“Tudo o que você precisa para fazer um filme é uma
arma e uma garota”, já dizia Jean-Luc Godard. Esta definição síntese contém os
elementos chaves que fizeram o sucesso de uma série de filmes que,
conscientemente ou não, levaram este conceito ao pé da letra. Uma arma em cena
significa conflito, disputa, ação. Uma mulher simboliza desejo, paixão,
sacrifício. Este tipo de pensamento misógino marcou a fase de ouro do chamado
“cinema noir”, que exibia na prática a receita formulada posteriormente por
Godard nos anos 60. Mais do que um gênero em si, o Noir era um estado de espírito do cinema. Um modo de ser e ver o
mundo, caracterizado pela dubiedade, dissimulação, caráter discutível e ética
flexível.
Cronologicamente produzido de forma mais regular na
metade do século XX (anos 40 e 50), o filme Noir,
de fato, sempre existiu, não se limitando, portanto, a um período específico.
Regularmente, até hoje, o cinema nos oferece obras que carregam fortemente o
espírito estético e moral daqueles filmes. Drive
(2011), de Nicolas Winding Refn, é um exemplo bem recente. Um mais antigo a ser
citado é Os Assassinos (The Killers), realizado por Donald (Don) Siegel
em 1964. Inspirado em um pequeno conto de Ernest Hemingway, esta produção é o
que se poderia chamar de “noir de raiz”, que substitui a magia do preto e
branco pelas cores vibrantes do Technicolor.
Em síntese o conto de Hemingway conta a história de
um homem, envolvido num assalto, que sabe que vai ser morto por assassinos de
aluguel, mas não tenta fugir.
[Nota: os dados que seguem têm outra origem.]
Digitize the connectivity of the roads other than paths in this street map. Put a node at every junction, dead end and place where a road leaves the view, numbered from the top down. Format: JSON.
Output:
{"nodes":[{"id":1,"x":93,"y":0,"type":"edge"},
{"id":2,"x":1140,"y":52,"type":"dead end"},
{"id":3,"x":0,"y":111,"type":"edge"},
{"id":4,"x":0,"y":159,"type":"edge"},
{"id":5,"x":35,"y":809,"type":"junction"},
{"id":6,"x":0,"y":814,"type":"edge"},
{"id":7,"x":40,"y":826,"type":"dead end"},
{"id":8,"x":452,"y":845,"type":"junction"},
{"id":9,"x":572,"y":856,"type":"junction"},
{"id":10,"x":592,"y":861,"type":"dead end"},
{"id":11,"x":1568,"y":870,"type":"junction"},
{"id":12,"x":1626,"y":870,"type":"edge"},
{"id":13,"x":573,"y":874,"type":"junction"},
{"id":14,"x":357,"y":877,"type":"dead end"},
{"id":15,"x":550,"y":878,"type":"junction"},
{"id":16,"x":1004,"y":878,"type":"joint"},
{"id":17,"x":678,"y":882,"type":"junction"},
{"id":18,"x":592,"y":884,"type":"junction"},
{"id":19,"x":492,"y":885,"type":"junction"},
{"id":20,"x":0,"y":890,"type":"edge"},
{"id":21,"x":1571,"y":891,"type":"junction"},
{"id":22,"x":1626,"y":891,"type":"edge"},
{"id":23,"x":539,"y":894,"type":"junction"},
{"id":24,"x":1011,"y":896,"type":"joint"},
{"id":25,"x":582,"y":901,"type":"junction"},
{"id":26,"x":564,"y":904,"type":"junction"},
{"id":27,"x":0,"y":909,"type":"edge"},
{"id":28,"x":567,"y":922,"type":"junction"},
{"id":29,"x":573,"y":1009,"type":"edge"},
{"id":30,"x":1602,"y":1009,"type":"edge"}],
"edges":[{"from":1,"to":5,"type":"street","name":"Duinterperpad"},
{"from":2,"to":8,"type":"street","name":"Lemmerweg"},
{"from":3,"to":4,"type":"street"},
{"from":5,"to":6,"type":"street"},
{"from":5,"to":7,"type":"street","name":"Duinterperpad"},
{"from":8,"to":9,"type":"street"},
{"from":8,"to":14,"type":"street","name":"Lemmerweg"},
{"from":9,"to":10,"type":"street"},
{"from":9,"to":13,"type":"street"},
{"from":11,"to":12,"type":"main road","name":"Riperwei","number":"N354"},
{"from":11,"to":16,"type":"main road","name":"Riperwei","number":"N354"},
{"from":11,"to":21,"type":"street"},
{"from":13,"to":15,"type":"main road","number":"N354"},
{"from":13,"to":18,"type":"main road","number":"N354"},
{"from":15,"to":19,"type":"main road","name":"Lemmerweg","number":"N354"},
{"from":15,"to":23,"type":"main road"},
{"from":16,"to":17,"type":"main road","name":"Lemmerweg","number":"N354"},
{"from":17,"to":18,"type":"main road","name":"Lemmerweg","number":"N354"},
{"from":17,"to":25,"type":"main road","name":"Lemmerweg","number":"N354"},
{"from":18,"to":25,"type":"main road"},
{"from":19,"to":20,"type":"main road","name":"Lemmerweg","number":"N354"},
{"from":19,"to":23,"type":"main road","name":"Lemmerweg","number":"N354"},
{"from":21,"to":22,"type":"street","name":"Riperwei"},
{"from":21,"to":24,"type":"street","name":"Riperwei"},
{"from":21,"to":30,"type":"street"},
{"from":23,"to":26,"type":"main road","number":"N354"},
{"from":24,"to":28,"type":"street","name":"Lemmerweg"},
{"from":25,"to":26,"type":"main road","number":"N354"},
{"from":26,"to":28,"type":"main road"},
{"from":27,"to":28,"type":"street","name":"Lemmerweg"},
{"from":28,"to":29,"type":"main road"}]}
Nesta adaptação para o cinema, que é uma
refilmagem (em 1946 Robert Siodmark dirigiu uma primeira versão), o diretor Don
Siegel optou, acertadamente, em contar a história do ponto de vista dos
assassinos. Esta opção narrativa necessariamente desloca a ação e acrescenta
elementos de mistério e suspense, na medida em que os matadores (e nós também)
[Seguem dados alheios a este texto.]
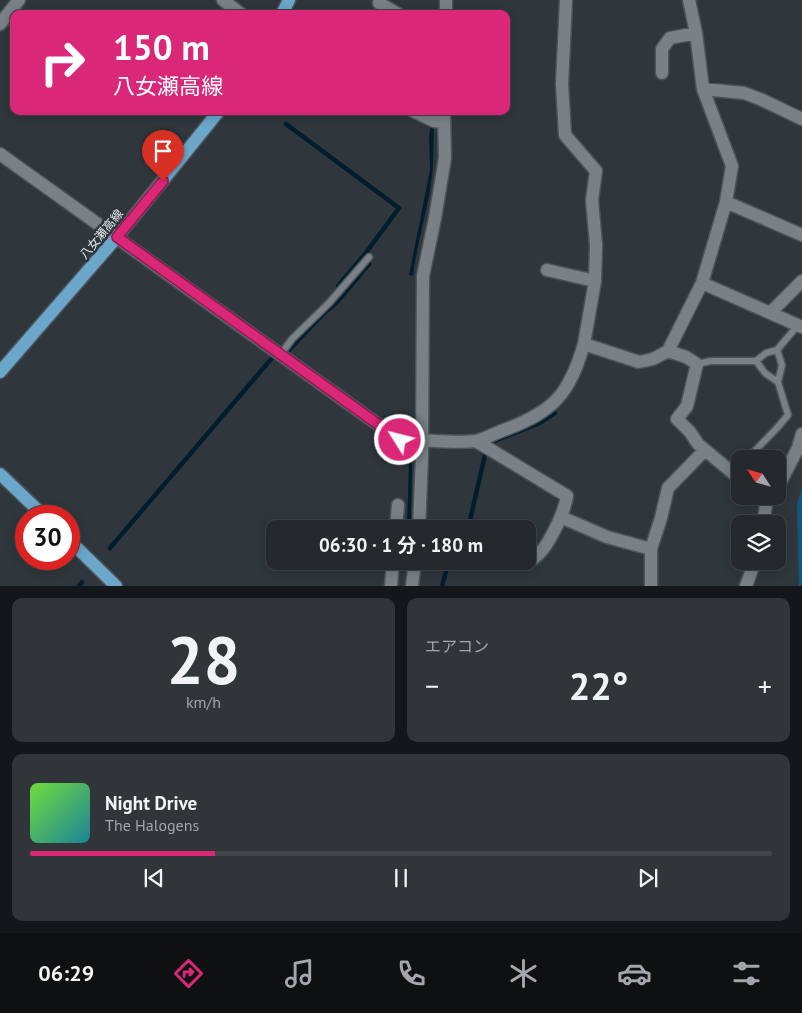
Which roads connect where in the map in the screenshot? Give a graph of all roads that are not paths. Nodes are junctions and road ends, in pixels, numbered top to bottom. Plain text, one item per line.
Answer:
1 (19, 0) edge
2 (223, 0) edge
3 (566, 0) edge
4 (689, 0) edge
5 (379, 3) dead end
6 (11, 10) edge
7 (236, 10) edge
8 (391, 10) edge
9 (10, 11) edge
10 (0, 24) edge
11 (696, 33) junction
12 (662, 73) dead end
13 (703, 89) junction
14 (216, 115) edge
15 (421, 115) edge
16 (444, 117) edge
17 (802, 119) edge
18 (0, 154) edge
19 (726, 202) junction
20 (802, 235) edge
21 (117, 237) junction
22 (370, 257) dead end
23 (547, 270) dead end
24 (595, 281) junction
25 (802, 281) edge
26 (702, 283) junction
27 (771, 312) junction
28 (800, 326) edge
29 (584, 344) junction
30 (777, 350) junction
31 (668, 351) junction
32 (281, 354) junction
33 (756, 361) junction
34 (697, 364) junction
35 (0, 372) edge
36 (778, 382) junction
37 (802, 434) edge
38 (421, 440) junction
39 (476, 441) junction
40 (705, 450) junction
41 (755, 450) edge
42 (422, 456) junction
43 (731, 468) edge
44 (786, 471) edge
45 (0, 474) edge
46 (32, 505) edge
47 (398, 505) dead end
48 (561, 517) junction
49 (397, 520) edge
50 (419, 520) edge
51 (651, 549) junction
52 (80, 551) edge
53 (536, 558) edge
54 (392, 570) edge
55 (414, 570) edge
56 (752, 570) edge
57 (116, 586) edge
58 (391, 586) edge
59 (412, 586) edge
60 (651, 586) edge
61 (746, 586) edge

1 - 6 street
2 - 7 street
3 - 24 street
4 - 11 street
5 - 8 street
9 - 10 street
11 - 12 street
11 - 13 street
13 - 17 street
13 - 19 street
14 - 21 main road, 八女瀬高線
15 - 16 street
16 - 38 street
18 - 21 street
19 - 20 street
19 - 26 street
21 - 32 street
21 - 35 main road, 八女瀬高線
22 - 32 lane
23 - 24 street
24 - 29 street
25 - 27 street
26 - 27 street
26 - 31 street
27 - 28 street
28 - 30 lane
29 - 31 street
29 - 39 street
30 - 33 lane
30 - 36 lane
31 - 34 street
32 - 42 street
33 - 34 lane
33 - 36 lane
34 - 40 street
36 - 41 lane
37 - 44 street
38 - 39 street
38 - 42 street
39 - 48 street
40 - 43 street
40 - 51 street
42 - 50 street
45 - 46 main road
47 - 49 street
48 - 51 street
48 - 53 street
51 - 60 street
52 - 57 main road
54 - 58 street
55 - 59 street
56 - 61 street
não sabem as razões do crime e não entendem a resignação passiva da vítima. A
descoberta da verdadeira história por trás de um crime comum passa a ser uma
obsessão dos assassinos, que vislumbram a possibilidade de ficar com o dinheiro
do assalto.
Tudo começa quando a dupla de matadores de aluguel,
interpretados por Lee Marvin e Clu Gulager (ambos excelentes em seus papéis),
invade uma escola para cegos com o objetivo de executar um professor (John
Cassavetes). Cumprem a missão com facilidade, pois o alvo não esboça qualquer
intenção de escapar. Isto intriga os matadores que decidem investigar a fundo a
história, que envolve um passado secreto do executado e seu algoz, o contratante
dos assassinos (Ronald Reagan, sim, o futuro presidente dos EUA). Esta busca
pelo passado mostra uma série de flashbacks
que vão desvendando as razões daquela morte. Personagens e histórias vão
surgindo em cena, esclarecendo pequenas partes de um intrincado quebra cabeças.
E, como todo noir que se preze, temos
também uma femme fatale, interpretada
por uma sedutora Angie Dickinson. Tudo não passava de um assalto a um caminhão
de transporte de valores que acabou em traição no grupo. A morte encomendada era
portanto apenas um acerto de contas. Mas, nada é tão simples como parece. Há
uma complexidade nas relações do trio John Cassavetes - Ronald Reagan - Angie
Dickinson, que remete para um desfecho inesperado.
Em Os
Assassinos já encontramos traços do estilo de Don Siegel que seriam uma constante nos filmes que
dirigiu ao longo dos anos (Meu Nome é Coogan; Os Abutres também tem Fome; O Estranho que Nós Amamos; Perseguidor Implacável; O Homem que Enganou a Máfia; O Telefone; Alcatraz, Fuga Impossível): economia de planos, precisão do
corte, diálogos curtos. Nada em excesso. Tudo funcional e preciso. O pupilo e
herdeiro Clint Eastwood, que muito filmou com Siegel, em sua carreira como
diretor segue a mesma cartilha do velho mestre, e costuma se dar muito bem.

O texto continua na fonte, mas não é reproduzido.